WHAT TO DO: The lines to copy are those in the records below that hold the word "main".

*** Opening DATA PROVIDED ***

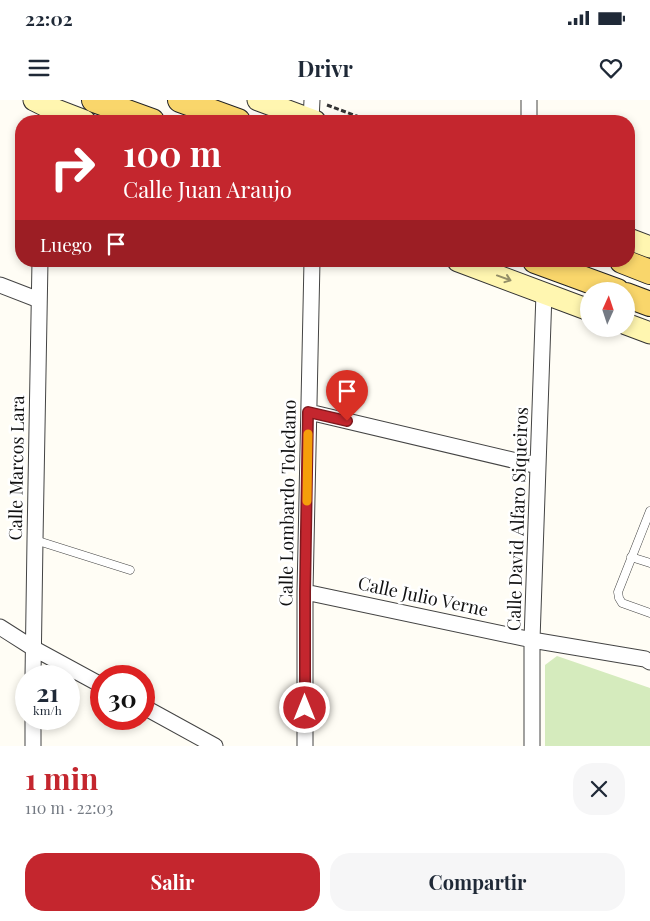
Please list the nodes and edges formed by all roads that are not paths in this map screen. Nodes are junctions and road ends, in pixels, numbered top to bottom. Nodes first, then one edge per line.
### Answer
1 (94, 100) edge
2 (180, 100) edge
3 (529, 100) edge
4 (268, 102) edge
5 (42, 109) edge
6 (316, 111) edge
7 (64, 115) edge
8 (135, 115) edge
9 (221, 115) edge
10 (529, 115) edge
11 (635, 241) edge
12 (650, 247) edge
13 (635, 266) edge
14 (40, 267) edge
15 (312, 267) edge
16 (474, 267) edge
17 (551, 267) edge
18 (650, 272) edge
19 (592, 282) edge
20 (0, 285) edge
21 (544, 293) junction
22 (635, 298) edge
23 (39, 300) junction
24 (650, 304) edge
25 (580, 307) edge
26 (635, 327) edge
27 (650, 332) edge
28 (308, 412) junction
29 (538, 466) junction
30 (650, 511) edge
31 (35, 540) junction
32 (631, 557) junction
33 (650, 563) edge
34 (130, 570) dead end
35 (305, 592) junction
36 (650, 613) edge
37 (0, 627) edge
38 (532, 640) junction
39 (33, 648) junction
40 (650, 662) edge
41 (33, 665) edge
42 (90, 678) edge
43 (155, 714) edge
44 (33, 730) edge
45 (33, 746) edge
46 (215, 746) edge
47 (304, 746) edge
48 (532, 746) edge

1 - 8 main road
2 - 9 main road
3 - 10 street
4 - 6 street
5 - 7 street
11 - 12 street
13 - 18 main road
14 - 23 street, Calle Marcos Lara
15 - 28 street, Calle Lombardo Toledano
16 -> 21 street
17 - 19 main road
20 - 23 street
21 - 25 street
21 - 29 street, Calle David Alfaro Siqueiros
22 - 24 main road
23 - 31 street, Calle Marcos Lara
26 - 27 street
28 - 29 street
28 - 35 street, Calle Lombardo Toledano
29 - 38 street, Calle David Alfaro Siqueiros
30 - 32 lane
31 - 34 lane
31 - 39 street, Calle Marcos Lara
32 - 33 lane
32 - 36 lane
35 - 38 street, Calle Julio Verne
35 - 47 street, Calle Lombardo Toledano
37 - 39 street
38 - 40 street, Calle Julio Verne
38 - 48 street, Calle David Alfaro Siqueiros
39 - 41 street, Calle Marcos Lara
39 - 42 street
43 - 46 street
44 - 45 street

*** Closing DATA PROVIDED ***

ANSWER TO THIS TASK:
1 - 8 main road
2 - 9 main road
13 - 18 main road
17 - 19 main road
22 - 24 main road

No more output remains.